*** Opening Records supplied ***

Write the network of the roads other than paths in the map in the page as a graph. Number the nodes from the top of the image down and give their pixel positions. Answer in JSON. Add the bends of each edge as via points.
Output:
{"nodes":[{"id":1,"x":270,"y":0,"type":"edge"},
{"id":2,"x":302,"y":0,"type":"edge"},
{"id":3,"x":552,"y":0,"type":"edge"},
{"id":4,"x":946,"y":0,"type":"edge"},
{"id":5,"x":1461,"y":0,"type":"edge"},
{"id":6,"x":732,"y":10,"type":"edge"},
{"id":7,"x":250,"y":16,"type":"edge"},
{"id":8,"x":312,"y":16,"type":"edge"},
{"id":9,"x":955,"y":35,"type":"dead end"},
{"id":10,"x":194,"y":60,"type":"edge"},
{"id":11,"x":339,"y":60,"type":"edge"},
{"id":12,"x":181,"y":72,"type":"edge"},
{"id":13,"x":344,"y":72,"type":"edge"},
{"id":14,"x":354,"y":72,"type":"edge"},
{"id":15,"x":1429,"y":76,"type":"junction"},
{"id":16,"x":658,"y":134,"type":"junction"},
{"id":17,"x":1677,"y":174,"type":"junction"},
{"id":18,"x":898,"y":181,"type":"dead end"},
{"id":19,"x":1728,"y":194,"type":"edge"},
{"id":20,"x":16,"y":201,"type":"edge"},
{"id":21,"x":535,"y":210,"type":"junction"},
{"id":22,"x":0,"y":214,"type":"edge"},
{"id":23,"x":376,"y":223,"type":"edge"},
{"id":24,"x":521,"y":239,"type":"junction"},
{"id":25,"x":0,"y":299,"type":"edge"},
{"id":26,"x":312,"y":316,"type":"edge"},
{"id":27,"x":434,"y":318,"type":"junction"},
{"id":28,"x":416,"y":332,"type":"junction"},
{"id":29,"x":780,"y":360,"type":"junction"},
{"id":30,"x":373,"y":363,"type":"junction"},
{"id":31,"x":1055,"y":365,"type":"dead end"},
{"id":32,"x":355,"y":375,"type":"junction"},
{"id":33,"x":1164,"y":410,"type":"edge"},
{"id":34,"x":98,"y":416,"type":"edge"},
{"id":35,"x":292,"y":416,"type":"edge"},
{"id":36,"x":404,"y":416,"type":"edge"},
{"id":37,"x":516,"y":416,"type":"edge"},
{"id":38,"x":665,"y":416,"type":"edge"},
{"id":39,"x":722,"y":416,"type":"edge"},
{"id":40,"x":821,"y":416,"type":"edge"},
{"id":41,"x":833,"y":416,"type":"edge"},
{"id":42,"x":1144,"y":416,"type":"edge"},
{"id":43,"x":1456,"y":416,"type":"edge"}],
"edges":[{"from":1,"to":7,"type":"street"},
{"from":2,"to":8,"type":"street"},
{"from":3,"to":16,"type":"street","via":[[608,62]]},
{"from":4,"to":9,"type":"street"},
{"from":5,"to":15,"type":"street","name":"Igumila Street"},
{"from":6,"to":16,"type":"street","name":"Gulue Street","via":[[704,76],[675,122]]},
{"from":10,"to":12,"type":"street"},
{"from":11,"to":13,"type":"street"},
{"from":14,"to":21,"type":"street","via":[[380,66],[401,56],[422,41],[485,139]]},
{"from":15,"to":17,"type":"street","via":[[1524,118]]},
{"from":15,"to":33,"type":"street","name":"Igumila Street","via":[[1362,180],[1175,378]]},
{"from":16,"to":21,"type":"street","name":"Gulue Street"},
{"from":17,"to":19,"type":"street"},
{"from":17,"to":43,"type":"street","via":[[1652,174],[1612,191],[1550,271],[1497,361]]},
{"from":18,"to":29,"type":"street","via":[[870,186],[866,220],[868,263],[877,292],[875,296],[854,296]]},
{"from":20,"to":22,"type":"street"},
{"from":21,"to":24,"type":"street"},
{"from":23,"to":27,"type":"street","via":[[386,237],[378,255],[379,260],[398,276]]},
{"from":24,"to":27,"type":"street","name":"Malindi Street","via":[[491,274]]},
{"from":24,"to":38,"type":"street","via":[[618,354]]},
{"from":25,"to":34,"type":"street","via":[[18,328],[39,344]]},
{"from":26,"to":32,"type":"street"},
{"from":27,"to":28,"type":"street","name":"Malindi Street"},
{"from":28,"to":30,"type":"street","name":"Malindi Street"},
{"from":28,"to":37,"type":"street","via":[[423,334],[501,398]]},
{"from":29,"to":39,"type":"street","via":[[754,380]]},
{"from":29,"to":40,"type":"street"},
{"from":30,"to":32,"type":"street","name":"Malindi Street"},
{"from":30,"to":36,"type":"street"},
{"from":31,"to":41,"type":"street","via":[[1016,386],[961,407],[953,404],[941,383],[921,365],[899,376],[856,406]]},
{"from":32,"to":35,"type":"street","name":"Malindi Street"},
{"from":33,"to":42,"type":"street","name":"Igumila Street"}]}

*** Closing Records supplied ***

Whatever appears in the listing should be copied exactly and completely.

Reply →
Write the network of the roads other than paths in the map in the page as a graph. Number the nodes from the top of the image down and give their pixel positions. Answer in JSON. Add the bends of each edge as via points.
Output:
{"nodes":[{"id":1,"x":270,"y":0,"type":"edge"},
{"id":2,"x":302,"y":0,"type":"edge"},
{"id":3,"x":552,"y":0,"type":"edge"},
{"id":4,"x":946,"y":0,"type":"edge"},
{"id":5,"x":1461,"y":0,"type":"edge"},
{"id":6,"x":732,"y":10,"type":"edge"},
{"id":7,"x":250,"y":16,"type":"edge"},
{"id":8,"x":312,"y":16,"type":"edge"},
{"id":9,"x":955,"y":35,"type":"dead end"},
{"id":10,"x":194,"y":60,"type":"edge"},
{"id":11,"x":339,"y":60,"type":"edge"},
{"id":12,"x":181,"y":72,"type":"edge"},
{"id":13,"x":344,"y":72,"type":"edge"},
{"id":14,"x":354,"y":72,"type":"edge"},
{"id":15,"x":1429,"y":76,"type":"junction"},
{"id":16,"x":658,"y":134,"type":"junction"},
{"id":17,"x":1677,"y":174,"type":"junction"},
{"id":18,"x":898,"y":181,"type":"dead end"},
{"id":19,"x":1728,"y":194,"type":"edge"},
{"id":20,"x":16,"y":201,"type":"edge"},
{"id":21,"x":535,"y":210,"type":"junction"},
{"id":22,"x":0,"y":214,"type":"edge"},
{"id":23,"x":376,"y":223,"type":"edge"},
{"id":24,"x":521,"y":239,"type":"junction"},
{"id":25,"x":0,"y":299,"type":"edge"},
{"id":26,"x":312,"y":316,"type":"edge"},
{"id":27,"x":434,"y":318,"type":"junction"},
{"id":28,"x":416,"y":332,"type":"junction"},
{"id":29,"x":780,"y":360,"type":"junction"},
{"id":30,"x":373,"y":363,"type":"junction"},
{"id":31,"x":1055,"y":365,"type":"dead end"},
{"id":32,"x":355,"y":375,"type":"junction"},
{"id":33,"x":1164,"y":410,"type":"edge"},
{"id":34,"x":98,"y":416,"type":"edge"},
{"id":35,"x":292,"y":416,"type":"edge"},
{"id":36,"x":404,"y":416,"type":"edge"},
{"id":37,"x":516,"y":416,"type":"edge"},
{"id":38,"x":665,"y":416,"type":"edge"},
{"id":39,"x":722,"y":416,"type":"edge"},
{"id":40,"x":821,"y":416,"type":"edge"},
{"id":41,"x":833,"y":416,"type":"edge"},
{"id":42,"x":1144,"y":416,"type":"edge"},
{"id":43,"x":1456,"y":416,"type":"edge"}],
"edges":[{"from":1,"to":7,"type":"street"},
{"from":2,"to":8,"type":"street"},
{"from":3,"to":16,"type":"street","via":[[608,62]]},
{"from":4,"to":9,"type":"street"},
{"from":5,"to":15,"type":"street","name":"Igumila Street"},
{"from":6,"to":16,"type":"street","name":"Gulue Street","via":[[704,76],[675,122]]},
{"from":10,"to":12,"type":"street"},
{"from":11,"to":13,"type":"street"},
{"from":14,"to":21,"type":"street","via":[[380,66],[401,56],[422,41],[485,139]]},
{"from":15,"to":17,"type":"street","via":[[1524,118]]},
{"from":15,"to":33,"type":"street","name":"Igumila Street","via":[[1362,180],[1175,378]]},
{"from":16,"to":21,"type":"street","name":"Gulue Street"},
{"from":17,"to":19,"type":"street"},
{"from":17,"to":43,"type":"street","via":[[1652,174],[1612,191],[1550,271],[1497,361]]},
{"from":18,"to":29,"type":"street","via":[[870,186],[866,220],[868,263],[877,292],[875,296],[854,296]]},
{"from":20,"to":22,"type":"street"},
{"from":21,"to":24,"type":"street"},
{"from":23,"to":27,"type":"street","via":[[386,237],[378,255],[379,260],[398,276]]},
{"from":24,"to":27,"type":"street","name":"Malindi Street","via":[[491,274]]},
{"from":24,"to":38,"type":"street","via":[[618,354]]},
{"from":25,"to":34,"type":"street","via":[[18,328],[39,344]]},
{"from":26,"to":32,"type":"street"},
{"from":27,"to":28,"type":"street","name":"Malindi Street"},
{"from":28,"to":30,"type":"street","name":"Malindi Street"},
{"from":28,"to":37,"type":"street","via":[[423,334],[501,398]]},
{"from":29,"to":39,"type":"street","via":[[754,380]]},
{"from":29,"to":40,"type":"street"},
{"from":30,"to":32,"type":"street","name":"Malindi Street"},
{"from":30,"to":36,"type":"street"},
{"from":31,"to":41,"type":"street","via":[[1016,386],[961,407],[953,404],[941,383],[921,365],[899,376],[856,406]]},
{"from":32,"to":35,"type":"street","name":"Malindi Street"},
{"from":33,"to":42,"type":"street","name":"Igumila Street"}]}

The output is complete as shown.